Plus qu’une mise en scène, le travail de Robert Wilson introduit le spectateur dans un rêve. Les décors, les peintures, rappellent le monde de l’enfance, tels les dessins d’Antoine de Saint Exupéry dans le Petit Prince. On y reconnaît également une construction architecturale : des meubles plus improbables les uns que les autres, allant d’un lit d’enfant quasiment plié en deux à l’immense valise plus grande qu’un homme, des portes trop basses, telles les portes d’Alice au Pays des Merveilles.

Les deux personnages, méconnaissables mais pourtant expressifs, jouent tous les rôles de ce spectacle : tantôt deux amis, tantôt une vieille dame, ou une jeune fille. Mais ce mélange de différents rôles pourrait tout aussi bien signifier qu’il n’y a qu’un personnage, pris dans ses angoisses, ses peurs intérieures.

Ce personnage, un écrivain, rencontre une vieille dame, celle-ci meurt dans sa maison. Et l’écrivain a peur d’être accusé de meurtre.

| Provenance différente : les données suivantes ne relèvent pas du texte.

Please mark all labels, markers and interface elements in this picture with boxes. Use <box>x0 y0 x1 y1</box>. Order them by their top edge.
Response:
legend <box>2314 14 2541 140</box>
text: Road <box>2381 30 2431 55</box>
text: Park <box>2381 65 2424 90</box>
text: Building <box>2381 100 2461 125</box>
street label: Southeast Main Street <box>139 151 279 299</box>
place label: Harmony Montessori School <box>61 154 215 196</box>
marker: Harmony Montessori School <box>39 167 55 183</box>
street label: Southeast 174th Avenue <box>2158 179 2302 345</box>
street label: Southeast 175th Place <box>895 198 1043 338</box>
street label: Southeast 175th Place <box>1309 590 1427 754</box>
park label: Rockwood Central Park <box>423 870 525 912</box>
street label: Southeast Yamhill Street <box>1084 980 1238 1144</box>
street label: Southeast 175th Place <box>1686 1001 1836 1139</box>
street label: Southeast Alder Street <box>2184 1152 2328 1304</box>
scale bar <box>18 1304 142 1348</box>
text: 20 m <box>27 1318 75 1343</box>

D’ailleurs, il rêve qu’il assassine la vieille dame. Mais peut-être n’est-ce pas un rêve, car où se trouve la réalité dans ce monde-là ? Luimême ne le sait pas, et le but du spectacle n’est pas de le savoir car le rêve importe plus que la réalité.

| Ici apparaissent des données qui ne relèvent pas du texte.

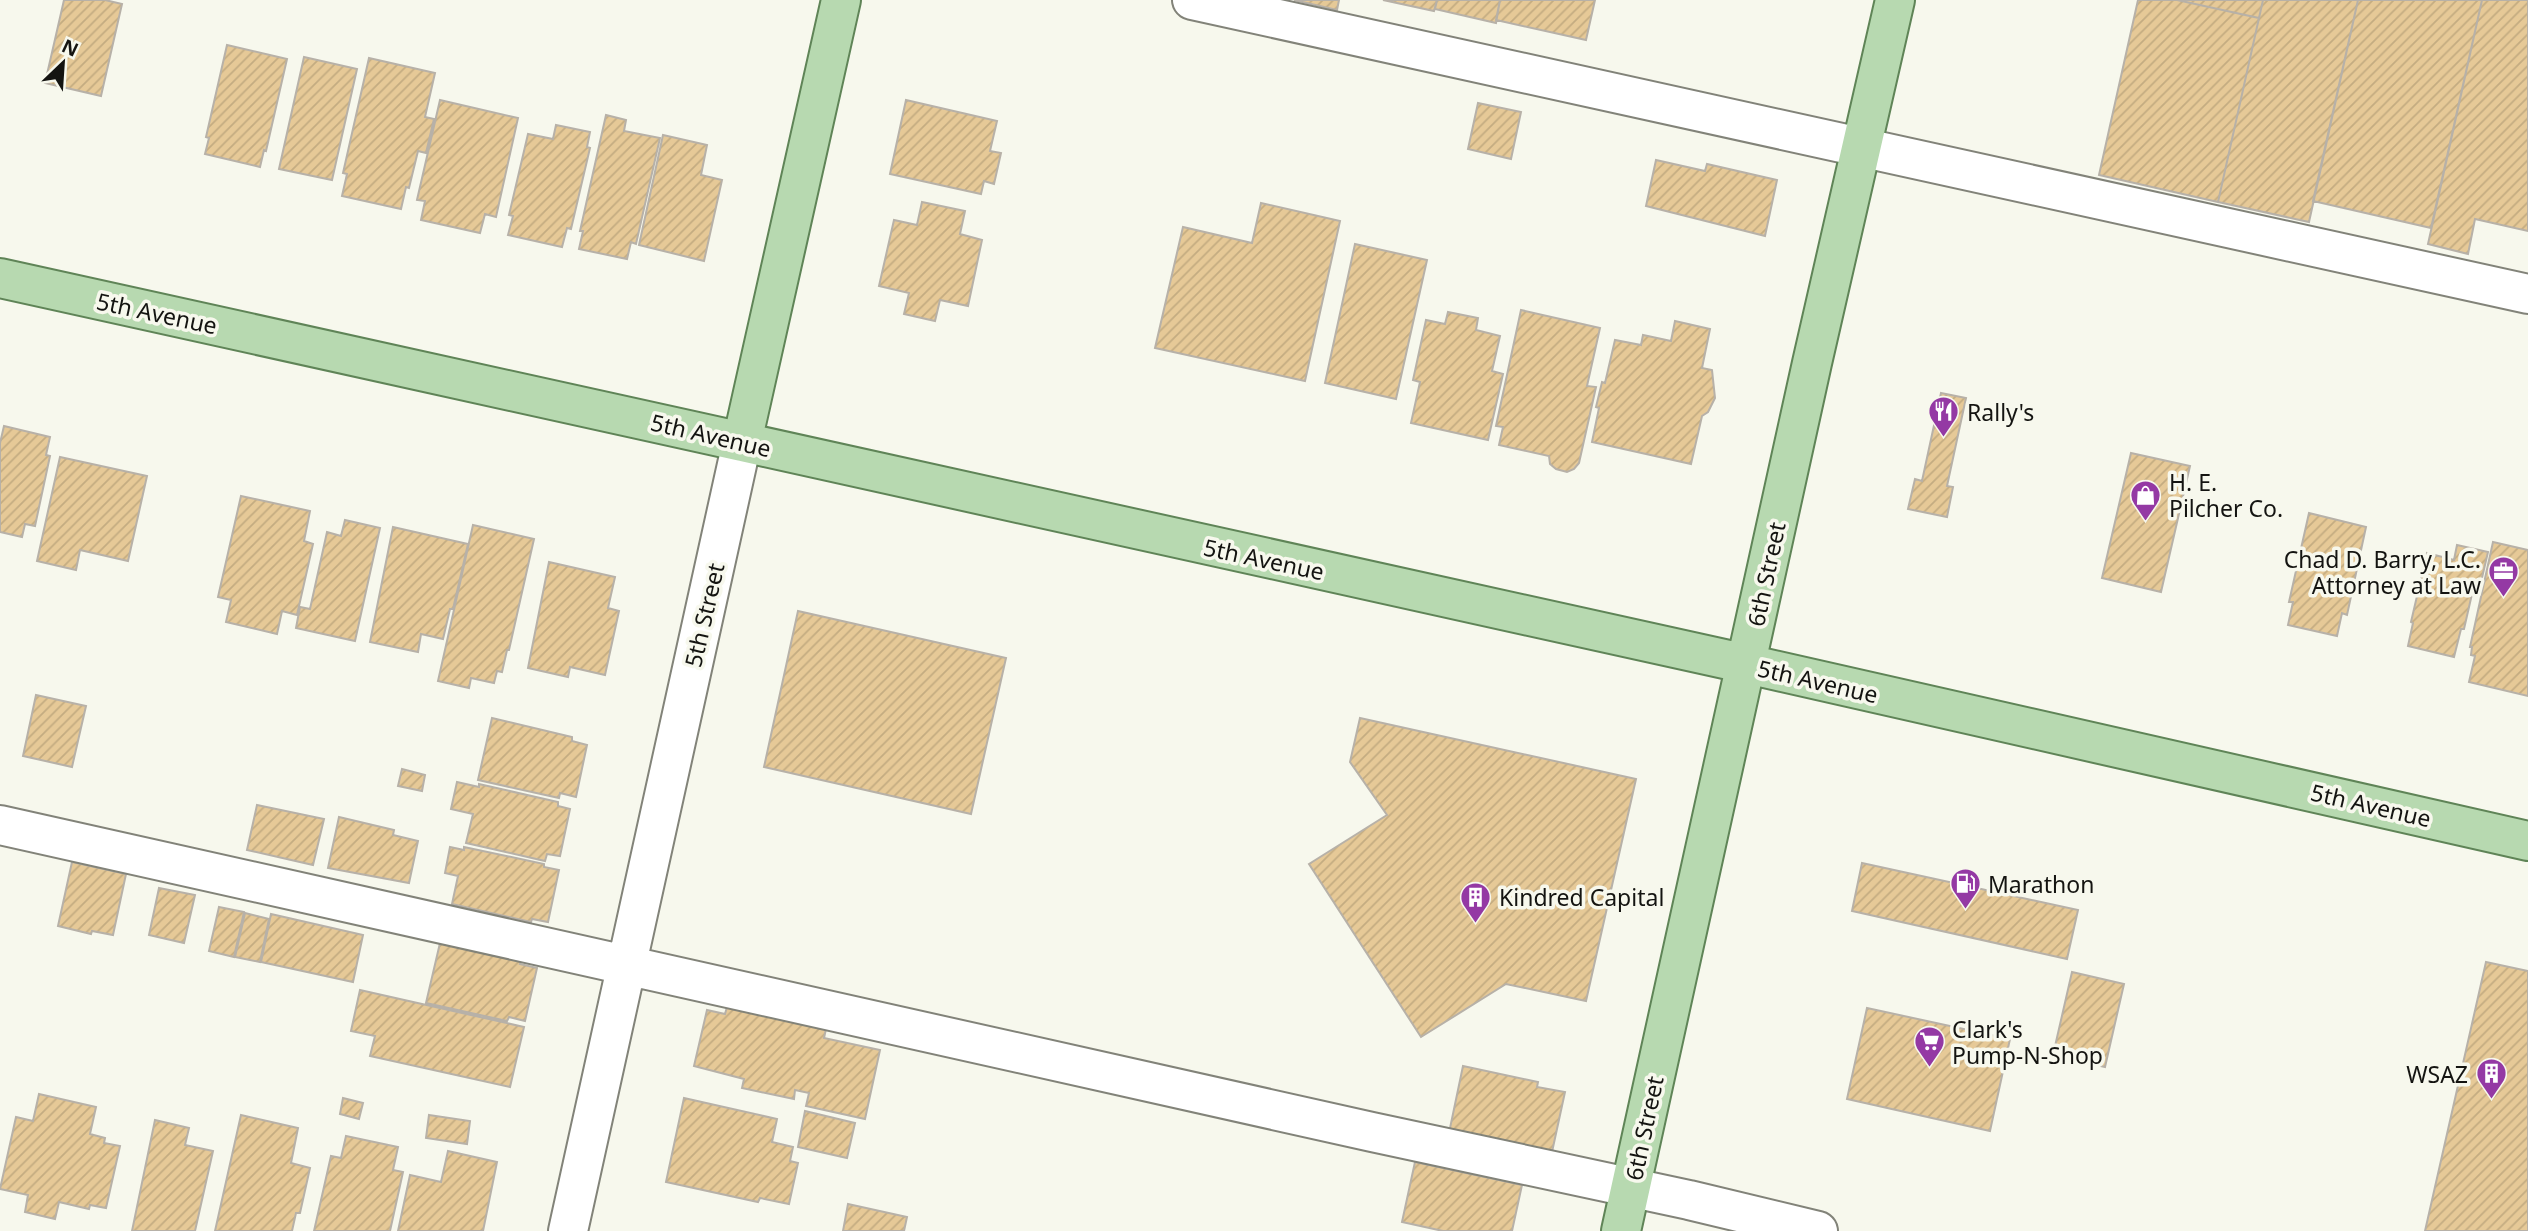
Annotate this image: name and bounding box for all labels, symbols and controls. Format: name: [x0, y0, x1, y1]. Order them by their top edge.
north arrow: [28, 28, 98, 98]
text: N: [58, 33, 83, 63]
street label: 5th Avenue: [94, 285, 220, 341]
restaurant icon: Rally's: [1927, 395, 1961, 439]
place label: Rally's: [1967, 396, 2034, 428]
street label: 5th Avenue: [648, 406, 774, 464]
place label: H. E. Pilcher Co.: [2169, 466, 2283, 524]
shop icon: H. E. Pilcher Co.: [2129, 478, 2163, 522]
street label: 6th Street: [1739, 519, 1793, 629]
street label: 5th Avenue: [1201, 531, 1327, 587]
place label: Chad D. Barry, L.C. Attorney at Law: [2284, 543, 2481, 601]
office icon: Chad D. Barry, L.C. Attorney at Law: [2487, 555, 2521, 599]
street label: 5th Street: [677, 560, 731, 670]
street label: 5th Avenue: [1755, 652, 1881, 710]
street label: 5th Avenue: [2308, 776, 2434, 834]
fuel station icon: Marathon: [1948, 867, 1982, 911]
place label: Marathon: [1988, 868, 2094, 900]
building icon: Kindred Capital: [1459, 880, 1493, 924]
place label: Kindred Capital: [1499, 881, 1664, 913]
place label: Clark's Pump-N-Shop: [1952, 1013, 2103, 1071]
supermarket icon: Clark's Pump-N-Shop: [1912, 1025, 1946, 1069]
building icon: WSAZ: [2474, 1057, 2508, 1101]
place label: WSAZ: [2406, 1058, 2468, 1090]
street label: 6th Street: [1617, 1073, 1671, 1183]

La réussite incontestable de ce spectacle vient de sa puissance à toucher et à émouvoir. Un petit lutin blanc et noir, tirant la langue, criant, n’a rien de séduisant. Et pourtant ces deux personnages sont terriblement attachants, de par leur vulnérabilité. Ce n’est pas un surhomme ou un héros qui va susciter l’émotion, c’est un homme perdu, terrifié, car le spectateur se sent plus proche de l’homme ordinaire que du héros, même quand cet homme ordinaire semble si étrange.